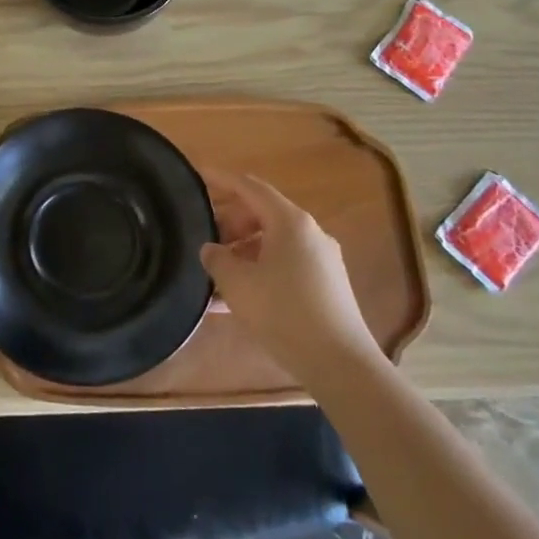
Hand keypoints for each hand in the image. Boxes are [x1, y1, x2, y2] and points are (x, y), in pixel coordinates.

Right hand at [200, 171, 381, 388]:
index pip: (250, 187)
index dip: (222, 179)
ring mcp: (322, 259)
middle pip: (263, 213)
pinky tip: (239, 298)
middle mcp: (310, 233)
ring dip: (243, 250)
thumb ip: (217, 259)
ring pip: (273, 242)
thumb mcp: (238, 284)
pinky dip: (260, 269)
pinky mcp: (326, 285)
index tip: (198, 174)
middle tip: (205, 237)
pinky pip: (285, 264)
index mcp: (290, 222)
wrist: (340, 363)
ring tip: (217, 273)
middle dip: (230, 222)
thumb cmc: (284, 313)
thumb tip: (211, 249)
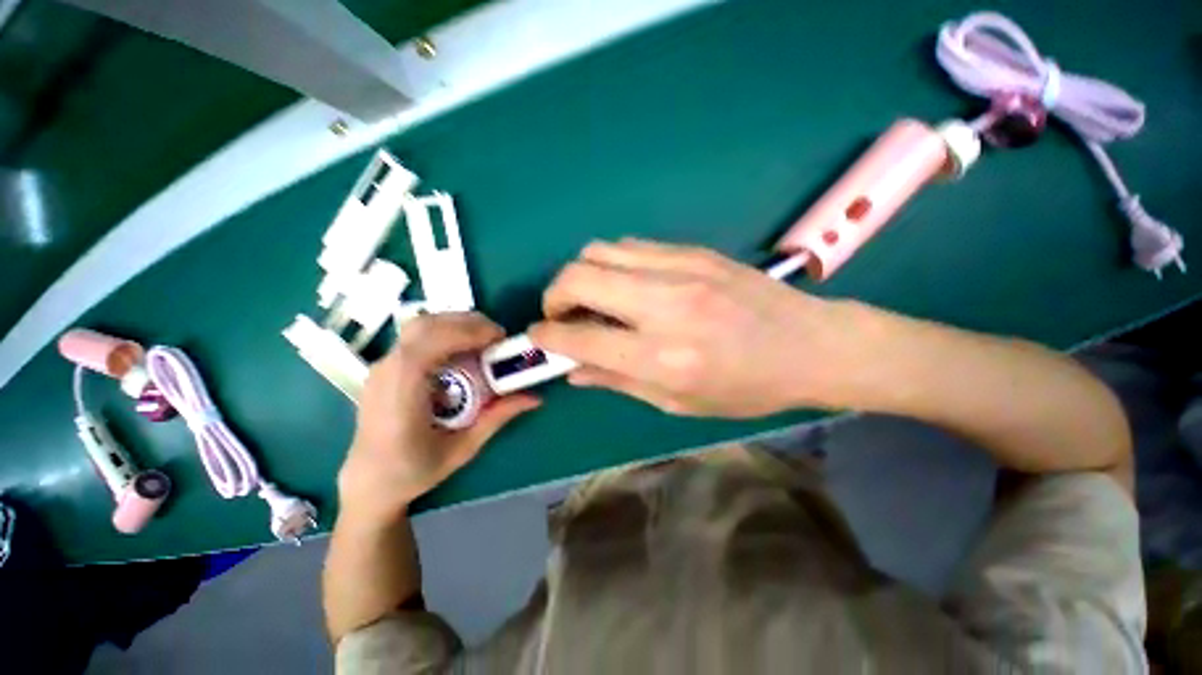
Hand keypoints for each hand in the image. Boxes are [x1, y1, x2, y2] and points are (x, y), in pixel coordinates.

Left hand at [338, 313, 538, 523]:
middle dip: (467, 323)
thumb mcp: (463, 448)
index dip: (467, 332)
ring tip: (483, 340)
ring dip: (456, 325)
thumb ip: (498, 417)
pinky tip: (462, 350)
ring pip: (420, 326)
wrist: (368, 482)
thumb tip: (535, 398)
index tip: (500, 339)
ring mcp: (382, 366)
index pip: (430, 343)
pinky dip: (444, 333)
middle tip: (498, 337)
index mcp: (401, 391)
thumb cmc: (413, 471)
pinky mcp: (386, 366)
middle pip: (426, 325)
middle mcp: (386, 370)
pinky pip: (416, 337)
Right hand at [529, 239, 856, 417]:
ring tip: (592, 298)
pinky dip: (612, 263)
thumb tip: (573, 369)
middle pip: (579, 277)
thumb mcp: (679, 403)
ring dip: (582, 274)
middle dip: (555, 295)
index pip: (581, 337)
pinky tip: (624, 284)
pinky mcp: (693, 251)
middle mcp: (665, 305)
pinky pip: (631, 246)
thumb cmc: (747, 387)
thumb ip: (619, 381)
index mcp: (663, 357)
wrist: (811, 345)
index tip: (538, 337)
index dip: (548, 336)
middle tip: (561, 314)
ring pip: (599, 250)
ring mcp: (681, 269)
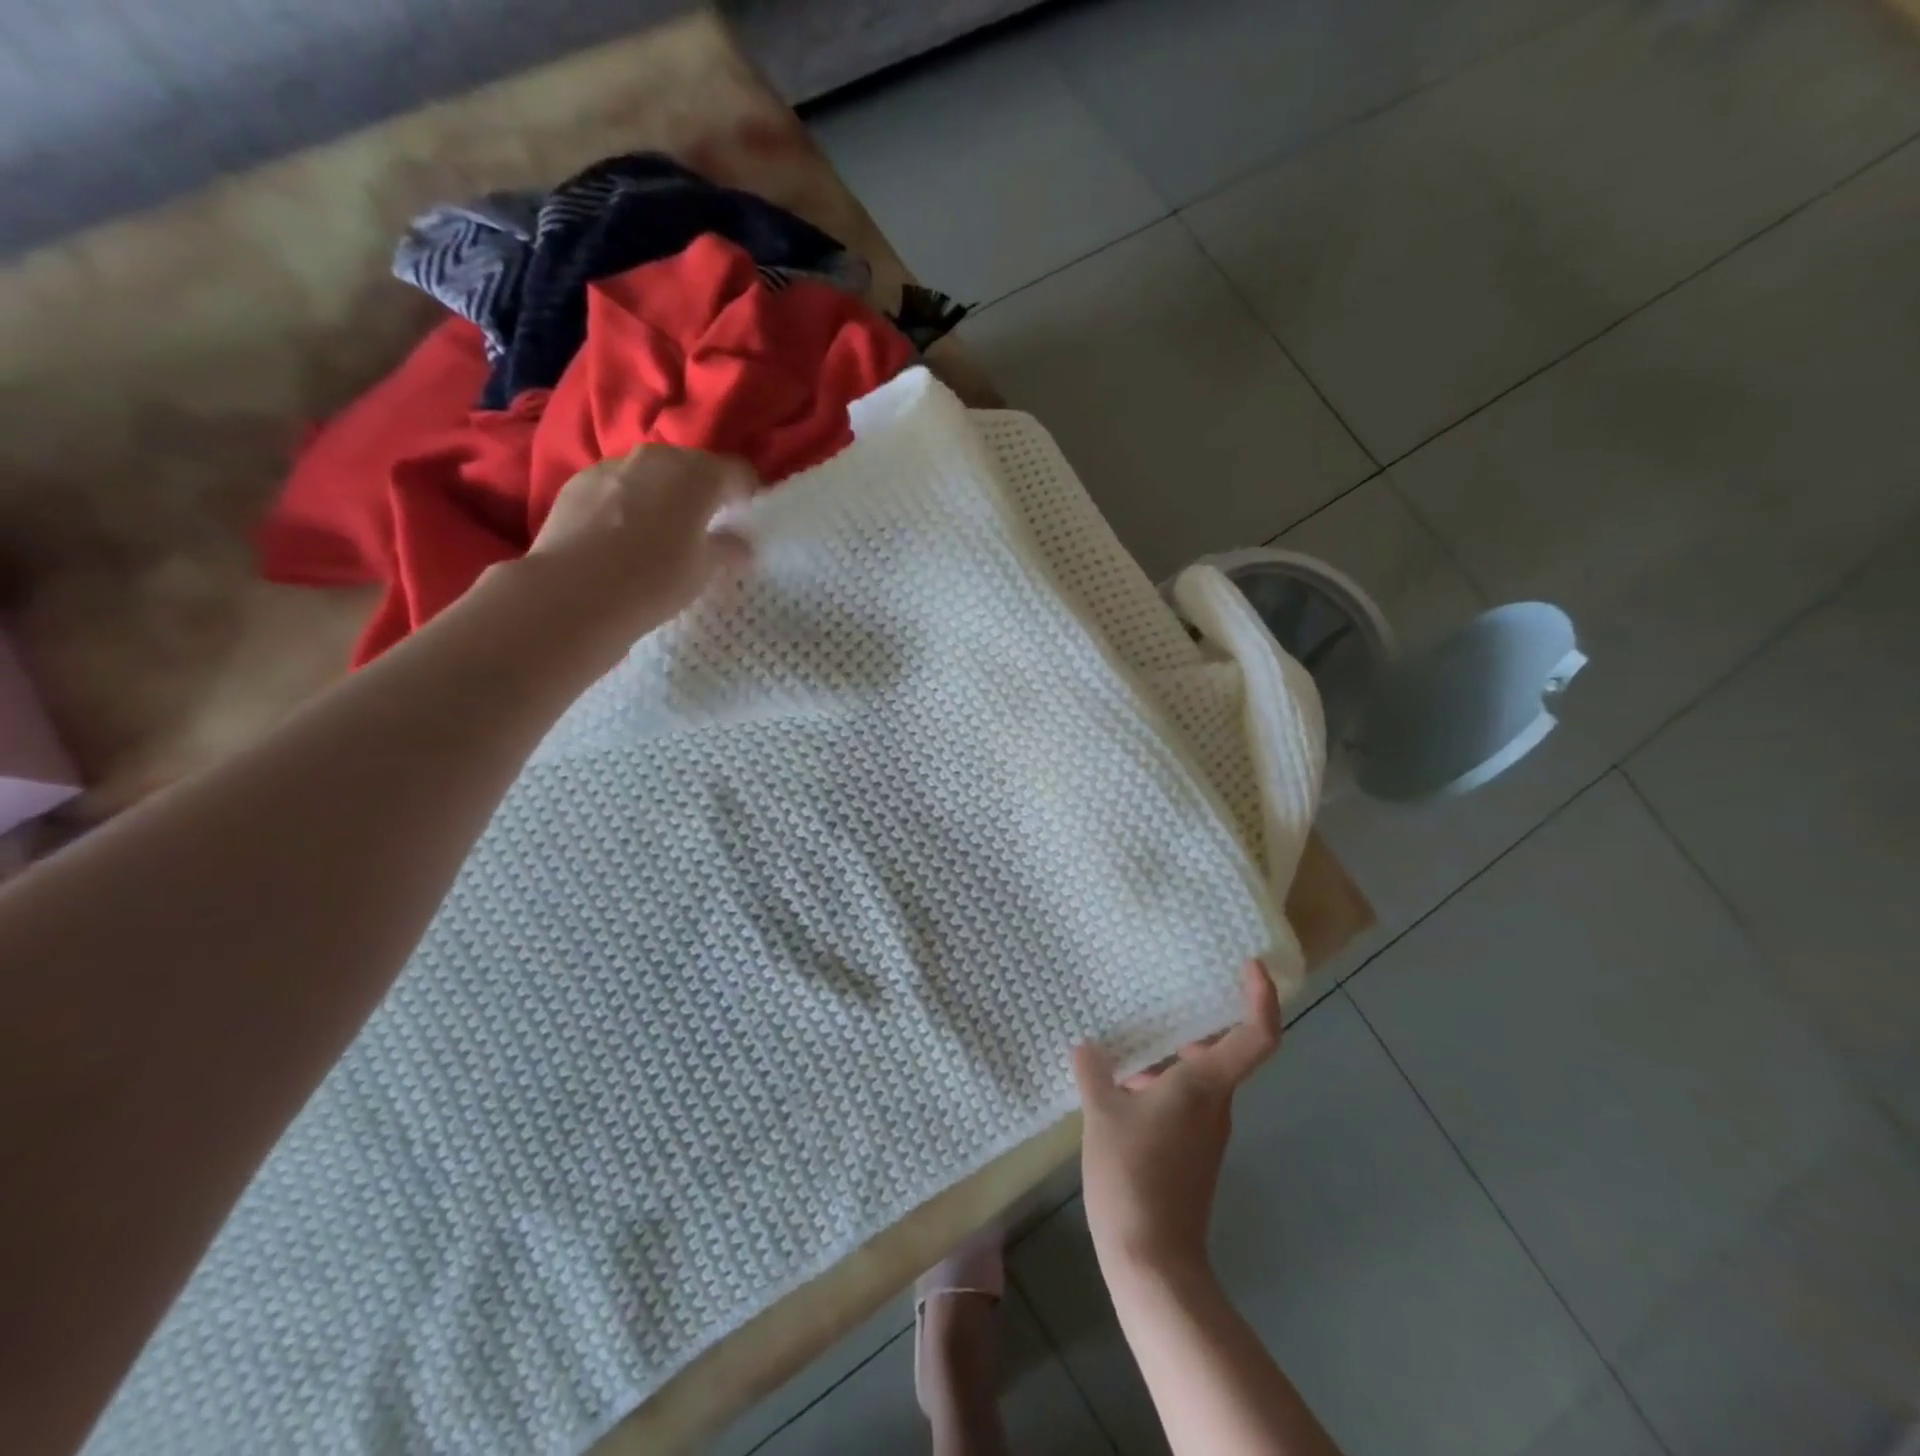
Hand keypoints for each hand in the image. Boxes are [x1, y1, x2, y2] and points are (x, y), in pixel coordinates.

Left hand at [513, 444, 756, 662]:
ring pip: (651, 475)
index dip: (747, 493)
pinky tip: (623, 538)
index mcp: (697, 474)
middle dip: (703, 492)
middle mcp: (656, 457)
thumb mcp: (704, 571)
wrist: (573, 594)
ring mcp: (612, 466)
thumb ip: (728, 549)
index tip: (747, 517)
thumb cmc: (654, 580)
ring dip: (663, 495)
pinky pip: (617, 487)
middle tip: (707, 527)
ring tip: (662, 533)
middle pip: (692, 467)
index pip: (737, 471)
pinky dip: (628, 504)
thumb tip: (740, 544)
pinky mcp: (577, 483)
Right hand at [1073, 961, 1281, 1281]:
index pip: (1256, 1035)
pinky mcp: (1193, 1151)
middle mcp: (1216, 1103)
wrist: (1153, 1260)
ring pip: (1198, 1076)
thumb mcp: (1103, 1115)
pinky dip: (1161, 1082)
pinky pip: (1184, 1099)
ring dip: (1168, 1055)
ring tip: (1128, 1037)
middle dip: (1194, 1021)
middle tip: (1163, 991)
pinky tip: (1121, 1083)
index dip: (1261, 997)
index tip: (1251, 965)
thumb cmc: (1133, 1176)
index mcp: (1205, 1085)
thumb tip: (1086, 1047)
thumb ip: (1094, 1073)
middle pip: (1221, 1050)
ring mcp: (1206, 1131)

——

Reproduce the records exactly, starting with their first line and ending with the line that contains "middle dip: (555, 295)", though pictures should be dropped.

Hand keypoints for each hand in the image. Boxes are [x1, y1, x2, y2] and points are (x, y), in pixel coordinates.

Right hand at [200, 171, 381, 388]:
index pip: (250, 187)
index dip: (222, 179)
ring mcp: (322, 259)
middle pip: (263, 213)
pinky tip: (239, 298)
middle mcp: (310, 233)
ring dip: (243, 250)
thumb ip: (217, 259)
ring pip: (273, 242)
thumb mcp: (238, 284)
pinky dip: (260, 269)
pinky mcp: (326, 285)
index tip: (198, 174)
middle tip: (205, 237)
pinky pip: (285, 264)
index mcp: (290, 222)
wrist: (340, 363)
ring tip: (217, 273)
middle dip: (230, 222)
thumb cmc: (284, 313)
thumb tip: (211, 249)
Hand keypoints for each hand in the image. Boxes are [x1, y1, x2, y2] and points are (x, y), in pixel coordinates.

Left hand at [338, 313, 538, 523]:
middle dip: (467, 323)
thumb mcp: (463, 448)
index dip: (467, 332)
ring tip: (483, 340)
ring dip: (456, 325)
thumb ip: (498, 417)
pinky tip: (462, 350)
ring pip: (420, 326)
wrist: (368, 482)
thumb tip: (535, 398)
index tip: (500, 339)
ring mcp: (382, 366)
index pip: (430, 343)
pinky dip: (444, 333)
middle tip: (498, 337)
index mcp: (401, 391)
thumb cmc: (413, 471)
pinky mcp: (386, 366)
middle pip: (426, 325)
middle mcp: (386, 370)
pinky pip: (416, 337)
Right hand at [529, 239, 856, 417]:
ring tip: (592, 298)
pinky dip: (612, 263)
thumb tip: (573, 369)
middle pip: (579, 277)
thumb mcp: (679, 403)
ring dip: (582, 274)
middle dip: (555, 295)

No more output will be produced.